Ainda durante o ato, a secretária nacional de Combate ao Racismo da CUT, Maria Julia Nogueira, afirmou que a marcha é a realização de um sonho e de uma luta histórica da central. “A CUT diz que é preciso não aceitar mais o racismo. A democracia só vai se consolidar quando a sociedade não permitir o racismo. Vamos dizer a esse Congresso machista e racista que a discriminação racial não dá mais nesse país”.
Para a vice-presidenta da CUT, Carmen Foro, a Marcha das Mulheres Negras escreveu uma página da história no país. “Nós queremos agora que o Brasil pegue o que nós produzimos e acumulamos ao longo dos séculos e transforme em política. Temos que enfrentar de fato o racismo, a violência e que nos reconheça enquanto parte de quem produz a riqueza nesse país”, definiu.

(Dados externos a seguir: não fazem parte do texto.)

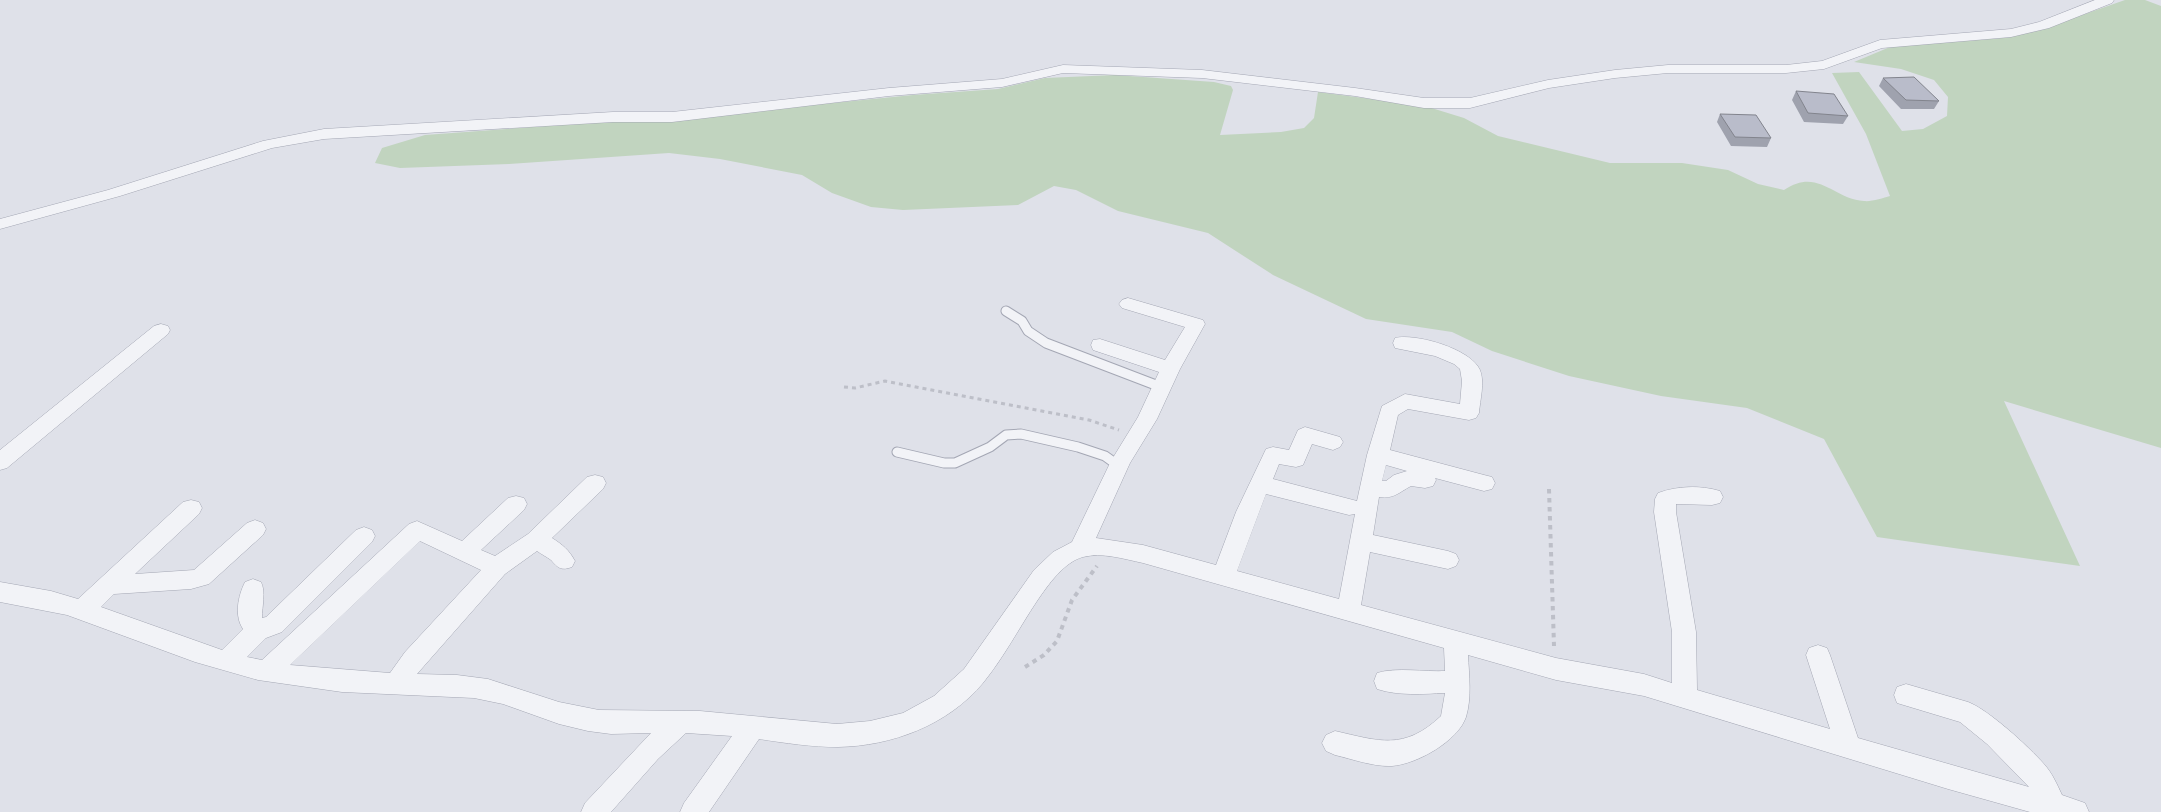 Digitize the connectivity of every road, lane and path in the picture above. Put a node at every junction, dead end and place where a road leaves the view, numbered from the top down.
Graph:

“Hoje as mulheres negras mostram para o mundo e para o Brasil a nossa força e resistência. Dizemos ainda que queremos estar em todos os lugares. É importante marchar pela implementações de políticas públicas para as negras”, afirmou Nilma Lino Gomes, Ministra das Mulheres, Igualdade Racial e Direitos Humanos.
Bastante emocionada, a deputada federal Benedita da Silva (PT-RJ) afirmou que era um momento histórico porque a marcha traz a marca e o suor de cada movimento, das donas de casa que conseguiram adquirir um diploma universitário.
“Não somos uma qualquer. Estamos conseguindo o nosso espaço e marchando para dizer: não aos projetos que tiram os direitos das mulheres; não à matança de jovens negros; não à violência contra as mulheres. Basta de intolerância! Não queremos retrocesso, mas queremos, sobretudo, defender o Estado Democrático de Direito”.
Por volta das 15h, a marcha retornou ao Ginásio Nilson Nelson onde terá oficinas, apresentação de  várias atividades, shows das mulheres negras e exibição de filmes.

Marcha das Mulheres Negras é atacada por golpistas

O grupo de golpistas acampados em frente à Esplanada dos Ministérios com faixas que pedem intervenção militar no Brasil atacou a Marcha das Mulheres Negras, que tomou as ruas de Brasília nesta segunda-feira (18).
Integrante do acampamento, um manifestante que seria policial civil e cuja identidade ainda não foi revelada, foi preso após dar quatro tiros para o alto quando a marcha passava diante do Congresso Nacional.
Homem do acampamento dos golpistas é preso após atirar contra mulheres (Foto: Rogério Tomaz Jr/Agência PT)
Secretária da CUT de Combate ao Racismo, Maria Júlia Nogueira, criticou a reação da polícia militar do DF diante do fato.
“Um dos golpistas deu um tiro pra cima e a polícia chegou como se fosse protegê-los, começou a jogar spray de pimenta nas mulheres, que estavam em uma manifestação pacífica. Tanto que durante todo o trajeto não houve qualquer incidente”, apontou.
Para Júlia, a ação não foi diferente do que acontece todos os dias nas periferias das cidades com os negros. “Os trabalhadores são tratados assim nos estados onde há partidos conservadores no comando”, apontou.
A deputada federal Janete Pietá (PT-RJ), que acompanhava o ato, disse que as mulheres também foram atingidos por bombas. “Quando atirou, simultaneamente, começaram a jogar bombas”, relatou.